PROBLEM.
Wherever a line in the data below holds "every", copy that line.

Records contained in a dataset.
▬▬▬
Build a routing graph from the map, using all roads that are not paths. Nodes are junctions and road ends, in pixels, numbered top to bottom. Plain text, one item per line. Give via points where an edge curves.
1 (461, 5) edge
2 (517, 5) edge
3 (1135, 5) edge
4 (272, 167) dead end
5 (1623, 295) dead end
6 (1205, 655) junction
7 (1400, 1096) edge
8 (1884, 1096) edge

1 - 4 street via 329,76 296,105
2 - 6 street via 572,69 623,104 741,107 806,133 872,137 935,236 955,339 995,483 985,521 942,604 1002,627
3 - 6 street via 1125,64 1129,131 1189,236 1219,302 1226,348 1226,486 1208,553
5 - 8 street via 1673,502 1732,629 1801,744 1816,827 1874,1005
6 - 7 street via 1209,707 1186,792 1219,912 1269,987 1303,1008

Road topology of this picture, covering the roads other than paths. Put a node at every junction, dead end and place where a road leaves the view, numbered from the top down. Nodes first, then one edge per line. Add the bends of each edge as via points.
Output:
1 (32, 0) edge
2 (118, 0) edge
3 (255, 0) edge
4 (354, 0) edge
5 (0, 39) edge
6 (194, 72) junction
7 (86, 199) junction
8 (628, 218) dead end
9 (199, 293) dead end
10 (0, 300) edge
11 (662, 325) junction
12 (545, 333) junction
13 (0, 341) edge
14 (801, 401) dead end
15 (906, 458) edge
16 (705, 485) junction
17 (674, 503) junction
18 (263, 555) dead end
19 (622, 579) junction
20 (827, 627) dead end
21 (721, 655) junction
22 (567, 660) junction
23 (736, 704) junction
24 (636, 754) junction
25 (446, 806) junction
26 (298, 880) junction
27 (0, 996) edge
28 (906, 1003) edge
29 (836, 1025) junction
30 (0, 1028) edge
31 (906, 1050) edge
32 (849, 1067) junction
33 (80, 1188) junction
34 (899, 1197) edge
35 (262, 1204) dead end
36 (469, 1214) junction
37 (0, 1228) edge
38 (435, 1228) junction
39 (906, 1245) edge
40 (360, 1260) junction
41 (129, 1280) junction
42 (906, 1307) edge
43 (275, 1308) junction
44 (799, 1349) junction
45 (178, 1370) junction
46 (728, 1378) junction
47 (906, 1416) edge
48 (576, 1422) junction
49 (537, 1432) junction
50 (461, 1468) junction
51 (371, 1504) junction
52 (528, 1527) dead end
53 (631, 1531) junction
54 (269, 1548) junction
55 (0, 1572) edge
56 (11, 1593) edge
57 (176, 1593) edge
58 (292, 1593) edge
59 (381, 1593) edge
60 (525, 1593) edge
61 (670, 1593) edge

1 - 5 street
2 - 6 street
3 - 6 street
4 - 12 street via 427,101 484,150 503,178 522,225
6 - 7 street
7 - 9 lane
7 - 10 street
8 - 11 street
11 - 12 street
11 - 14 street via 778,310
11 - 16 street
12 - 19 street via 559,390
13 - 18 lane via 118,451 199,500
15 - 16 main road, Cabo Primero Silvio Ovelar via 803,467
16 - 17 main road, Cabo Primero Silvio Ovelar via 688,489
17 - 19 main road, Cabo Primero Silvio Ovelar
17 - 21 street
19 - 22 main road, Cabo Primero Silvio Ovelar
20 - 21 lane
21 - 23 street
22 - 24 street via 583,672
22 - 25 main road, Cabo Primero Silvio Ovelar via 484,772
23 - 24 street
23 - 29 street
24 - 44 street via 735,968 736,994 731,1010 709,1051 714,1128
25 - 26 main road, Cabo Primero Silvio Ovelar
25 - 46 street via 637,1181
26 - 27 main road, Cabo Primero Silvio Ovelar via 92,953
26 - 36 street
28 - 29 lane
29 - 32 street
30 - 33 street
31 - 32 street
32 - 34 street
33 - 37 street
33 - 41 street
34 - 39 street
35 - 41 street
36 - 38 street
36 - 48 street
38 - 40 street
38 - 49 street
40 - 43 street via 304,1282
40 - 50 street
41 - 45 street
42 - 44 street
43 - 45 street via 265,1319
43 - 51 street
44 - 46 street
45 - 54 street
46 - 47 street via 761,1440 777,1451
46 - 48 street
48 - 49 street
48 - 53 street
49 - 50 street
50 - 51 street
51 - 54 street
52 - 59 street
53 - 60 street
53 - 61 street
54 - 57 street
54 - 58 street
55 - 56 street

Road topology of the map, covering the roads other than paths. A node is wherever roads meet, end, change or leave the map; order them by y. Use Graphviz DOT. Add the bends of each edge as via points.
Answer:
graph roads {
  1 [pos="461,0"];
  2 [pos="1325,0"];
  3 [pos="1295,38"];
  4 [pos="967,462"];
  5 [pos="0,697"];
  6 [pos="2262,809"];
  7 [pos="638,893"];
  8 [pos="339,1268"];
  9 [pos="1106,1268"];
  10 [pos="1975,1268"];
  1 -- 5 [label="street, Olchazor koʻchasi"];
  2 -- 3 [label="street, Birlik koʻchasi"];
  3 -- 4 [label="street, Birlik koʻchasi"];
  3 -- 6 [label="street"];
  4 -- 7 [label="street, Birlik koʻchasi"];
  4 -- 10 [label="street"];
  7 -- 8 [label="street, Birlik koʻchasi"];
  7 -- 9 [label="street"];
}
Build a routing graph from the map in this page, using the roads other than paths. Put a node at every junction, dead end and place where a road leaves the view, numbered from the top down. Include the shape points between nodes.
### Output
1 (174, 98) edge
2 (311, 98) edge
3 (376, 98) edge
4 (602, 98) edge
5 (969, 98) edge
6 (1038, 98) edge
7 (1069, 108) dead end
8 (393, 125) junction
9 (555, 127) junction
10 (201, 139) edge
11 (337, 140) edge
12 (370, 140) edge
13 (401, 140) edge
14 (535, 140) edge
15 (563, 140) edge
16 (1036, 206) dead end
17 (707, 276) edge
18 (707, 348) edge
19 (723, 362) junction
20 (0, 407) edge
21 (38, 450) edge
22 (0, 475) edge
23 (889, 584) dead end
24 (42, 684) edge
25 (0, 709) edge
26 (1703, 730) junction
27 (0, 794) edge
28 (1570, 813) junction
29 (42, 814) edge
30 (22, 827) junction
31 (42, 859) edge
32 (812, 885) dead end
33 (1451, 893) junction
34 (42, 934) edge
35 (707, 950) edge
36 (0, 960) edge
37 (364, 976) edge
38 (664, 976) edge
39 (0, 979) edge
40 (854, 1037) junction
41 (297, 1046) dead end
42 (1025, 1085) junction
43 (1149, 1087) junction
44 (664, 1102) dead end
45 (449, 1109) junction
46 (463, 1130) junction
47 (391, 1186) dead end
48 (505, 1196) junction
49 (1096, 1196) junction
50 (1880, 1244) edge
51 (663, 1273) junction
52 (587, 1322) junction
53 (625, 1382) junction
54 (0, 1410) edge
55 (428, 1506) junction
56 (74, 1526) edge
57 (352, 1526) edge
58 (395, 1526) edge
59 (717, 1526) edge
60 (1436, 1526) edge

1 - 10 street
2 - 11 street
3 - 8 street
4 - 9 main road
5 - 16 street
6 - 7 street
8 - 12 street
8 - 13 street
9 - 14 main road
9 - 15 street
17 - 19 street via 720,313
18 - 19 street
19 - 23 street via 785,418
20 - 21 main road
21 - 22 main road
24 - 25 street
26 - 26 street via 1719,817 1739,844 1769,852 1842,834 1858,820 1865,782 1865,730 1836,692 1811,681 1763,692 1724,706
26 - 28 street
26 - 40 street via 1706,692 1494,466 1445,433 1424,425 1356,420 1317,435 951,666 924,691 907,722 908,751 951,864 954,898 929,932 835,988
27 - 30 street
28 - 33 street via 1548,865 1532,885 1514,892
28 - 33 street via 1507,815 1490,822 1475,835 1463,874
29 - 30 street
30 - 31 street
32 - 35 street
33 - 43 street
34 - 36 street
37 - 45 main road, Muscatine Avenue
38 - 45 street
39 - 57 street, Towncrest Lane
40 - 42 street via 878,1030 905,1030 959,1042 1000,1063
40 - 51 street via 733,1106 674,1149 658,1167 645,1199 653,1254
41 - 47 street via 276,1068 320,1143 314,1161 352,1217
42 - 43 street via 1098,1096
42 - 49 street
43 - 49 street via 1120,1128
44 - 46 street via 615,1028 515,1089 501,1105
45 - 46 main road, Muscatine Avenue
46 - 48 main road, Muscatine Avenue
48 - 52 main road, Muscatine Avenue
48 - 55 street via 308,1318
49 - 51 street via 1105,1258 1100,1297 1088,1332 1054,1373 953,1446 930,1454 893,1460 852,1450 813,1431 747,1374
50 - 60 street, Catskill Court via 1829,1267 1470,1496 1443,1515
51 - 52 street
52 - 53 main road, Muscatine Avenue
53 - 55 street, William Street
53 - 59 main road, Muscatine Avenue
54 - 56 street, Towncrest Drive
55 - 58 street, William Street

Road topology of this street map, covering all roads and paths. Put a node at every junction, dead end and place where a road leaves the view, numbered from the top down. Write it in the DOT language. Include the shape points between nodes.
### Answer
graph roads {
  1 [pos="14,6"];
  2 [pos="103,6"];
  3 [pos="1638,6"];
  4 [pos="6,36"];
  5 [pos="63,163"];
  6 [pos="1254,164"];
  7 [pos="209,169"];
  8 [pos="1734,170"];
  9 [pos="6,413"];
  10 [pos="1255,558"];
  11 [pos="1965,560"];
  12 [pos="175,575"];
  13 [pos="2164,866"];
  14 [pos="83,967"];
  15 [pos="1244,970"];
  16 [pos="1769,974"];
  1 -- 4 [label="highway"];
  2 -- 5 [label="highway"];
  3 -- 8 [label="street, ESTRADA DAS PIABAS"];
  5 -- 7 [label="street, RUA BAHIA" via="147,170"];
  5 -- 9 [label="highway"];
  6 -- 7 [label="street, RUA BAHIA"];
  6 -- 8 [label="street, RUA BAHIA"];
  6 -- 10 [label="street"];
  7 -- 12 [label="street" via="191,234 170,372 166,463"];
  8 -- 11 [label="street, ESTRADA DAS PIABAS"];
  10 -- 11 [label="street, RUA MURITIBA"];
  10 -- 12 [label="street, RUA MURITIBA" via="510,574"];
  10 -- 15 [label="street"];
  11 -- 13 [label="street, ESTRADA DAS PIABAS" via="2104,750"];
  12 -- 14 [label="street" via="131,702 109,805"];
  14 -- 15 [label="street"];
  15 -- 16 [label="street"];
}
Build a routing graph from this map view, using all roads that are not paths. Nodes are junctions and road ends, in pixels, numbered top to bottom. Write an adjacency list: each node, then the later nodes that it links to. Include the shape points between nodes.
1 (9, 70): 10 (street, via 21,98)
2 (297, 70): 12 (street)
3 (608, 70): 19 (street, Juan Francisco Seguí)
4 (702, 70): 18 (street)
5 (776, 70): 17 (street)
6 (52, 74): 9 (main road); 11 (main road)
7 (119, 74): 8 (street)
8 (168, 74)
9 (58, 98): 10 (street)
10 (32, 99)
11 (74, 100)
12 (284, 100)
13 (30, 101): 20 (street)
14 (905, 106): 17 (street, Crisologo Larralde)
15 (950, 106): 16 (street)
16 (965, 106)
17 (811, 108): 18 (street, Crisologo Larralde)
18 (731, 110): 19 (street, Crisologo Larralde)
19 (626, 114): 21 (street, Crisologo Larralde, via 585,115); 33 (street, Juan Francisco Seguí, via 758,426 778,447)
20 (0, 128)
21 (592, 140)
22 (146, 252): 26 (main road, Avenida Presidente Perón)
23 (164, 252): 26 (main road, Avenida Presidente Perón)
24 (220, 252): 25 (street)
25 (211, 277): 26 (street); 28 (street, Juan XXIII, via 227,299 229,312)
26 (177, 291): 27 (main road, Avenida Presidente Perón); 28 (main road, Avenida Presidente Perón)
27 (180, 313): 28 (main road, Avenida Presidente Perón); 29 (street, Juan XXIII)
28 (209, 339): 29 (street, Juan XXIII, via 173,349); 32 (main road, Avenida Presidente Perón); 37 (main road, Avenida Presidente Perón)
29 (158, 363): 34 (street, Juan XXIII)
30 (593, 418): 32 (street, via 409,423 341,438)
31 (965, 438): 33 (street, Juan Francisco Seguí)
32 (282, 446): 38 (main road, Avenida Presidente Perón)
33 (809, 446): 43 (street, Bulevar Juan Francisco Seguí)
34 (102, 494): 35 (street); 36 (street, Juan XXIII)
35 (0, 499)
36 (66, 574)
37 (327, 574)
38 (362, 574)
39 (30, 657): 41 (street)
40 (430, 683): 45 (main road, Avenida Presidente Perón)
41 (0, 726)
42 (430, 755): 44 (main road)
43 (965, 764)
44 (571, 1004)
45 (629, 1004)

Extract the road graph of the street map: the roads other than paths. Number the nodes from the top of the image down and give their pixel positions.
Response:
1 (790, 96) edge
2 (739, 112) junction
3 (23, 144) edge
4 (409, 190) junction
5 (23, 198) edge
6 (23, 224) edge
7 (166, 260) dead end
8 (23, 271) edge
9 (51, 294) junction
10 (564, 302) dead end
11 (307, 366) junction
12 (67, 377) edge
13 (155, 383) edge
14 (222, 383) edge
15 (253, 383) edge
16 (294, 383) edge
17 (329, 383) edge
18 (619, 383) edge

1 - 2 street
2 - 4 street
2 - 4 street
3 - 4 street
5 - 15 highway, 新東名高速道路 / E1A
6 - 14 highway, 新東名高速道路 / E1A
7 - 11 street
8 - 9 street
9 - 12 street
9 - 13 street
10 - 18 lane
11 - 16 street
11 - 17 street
▬▬▬
SOLUTION TO THE EXERCISE.
Road topology of this picture, covering the roads other than paths. Put a node at every junction, dead end and place where a road leaves the view, numbered from the top down. Nodes first, then one edge per line. Add the bends of each edge as via points.
Build a routing graph from the map in this page, using the roads other than paths. Put a node at every junction, dead end and place where a road leaves the view, numbered from the top down. Include the shape points between nodes.
Road topology of this street map, covering all roads and paths. Put a node at every junction, dead end and place where a road leaves the view, numbered from the top down. Write it in the DOT language. Include the shape points between nodes.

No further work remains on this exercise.